Interdisciplinary Cooperation


Our consortium consists of biologists, ecotoxicologists, chemists and socio-economists, but has a rich portfolio of collaborations with other disciplines through our national and international networks. Connecting the socio-economics with the natural science part is at present challenging due to a lack of suitable and comparable data sets. Microplastics is a very young field of science, but interdisciplinarity is warranted here more than elsewhere, due to the multi-faceted aspects of the problem. We strive to enhance interdisciplinarity further as the projects develops and have found the Fram Centre project an essential tool to start communication and collaboration across the disciplines involved at the local (Fram)level. It is, however, desirable to broaden interdisciplinarity even further and include, for example, oceanographic modelling of microplastic particle transport and distribution, as well as ecotoxicological and ecological modelling to inform the socio-economics component more effectively. Communications with other flagships (Polhavet, F&K) have been initiated accordingly, with a view to develop 'tverfaglige' projects with other FRAM groups.

Budget in accordance to results


The funding enabled the consortium to meet, exchange information of mutual interest, discuss ongoing and planned activities and submit proposals developed by several project participants. The funding was also used to take samples and perform chemical analysis, as well as participation at international conferences and outreach activities.


We have applied for funding from the Norwegian Research Council to expand the work on plastic in arctic marine food webs, as well as for a Nordic Center of Excellence (NordForsk) to bring together Nordic international experts and address interdisciplinary research questions and the urgent need for standardized sampling and analysis protocols.

We consider an outreach initiative through the Fram Centre's "gjennomgående midler" program to involve more relevant research groups in the flagships Polhavet and Fjord & Kyst.

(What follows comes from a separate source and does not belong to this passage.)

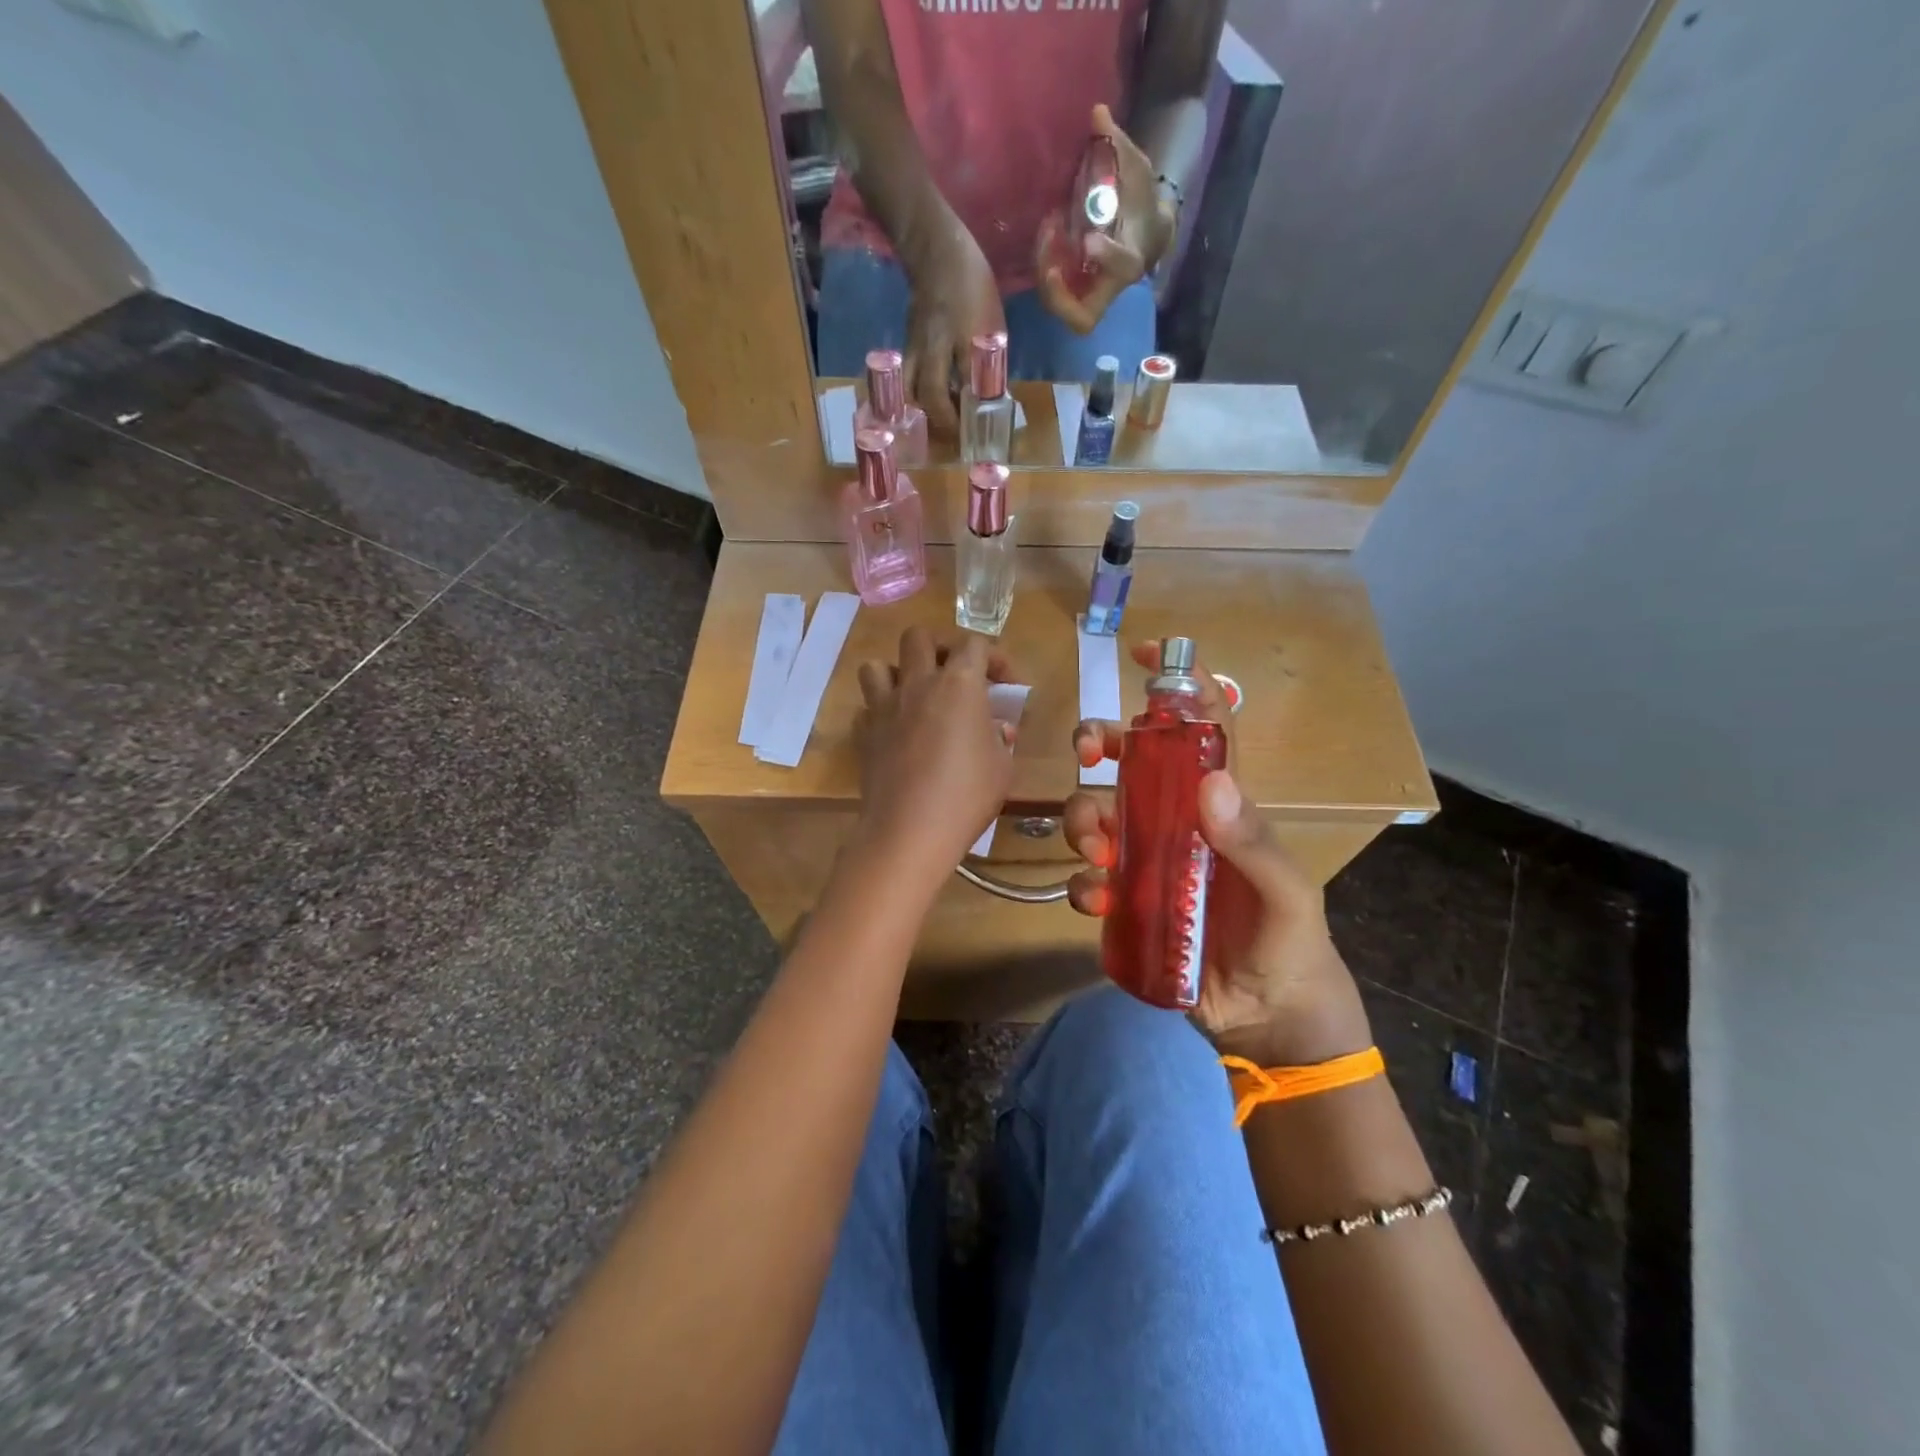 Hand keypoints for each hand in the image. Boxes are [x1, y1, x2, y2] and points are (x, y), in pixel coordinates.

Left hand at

Could results from the project be subject for any commercial utilization


The project successfully continued the activities initiated since 2013. The new collaborations were further developed and generated proposals for high profile national and international projects. The interest from stakeholders such as Miljødirektoratet, Troms fylke, the media and others was high.


The work on fulmars showed that plastic litter and associated chemical contamination is a problem also in the high North. It is expected that this is also the case for the pelagic environment and the smaller, less well studied microplastics. A MSc thesis studied the role of biofouling for the bioavailability of microplastics and found enhanced ingestion by herbivorous zooplankton, indicating that microplastics are bioavailable at the base of arctic marine food chains. Further research is needed to implement standardized methods for the collection of meso- and microplastics as well as impact studies on biota from different trophic levels. How the lipid-rich Arctic food web in particular is affected by this type of pollution in contrast to more boreal communities, remains a topic of future study, including for human populations.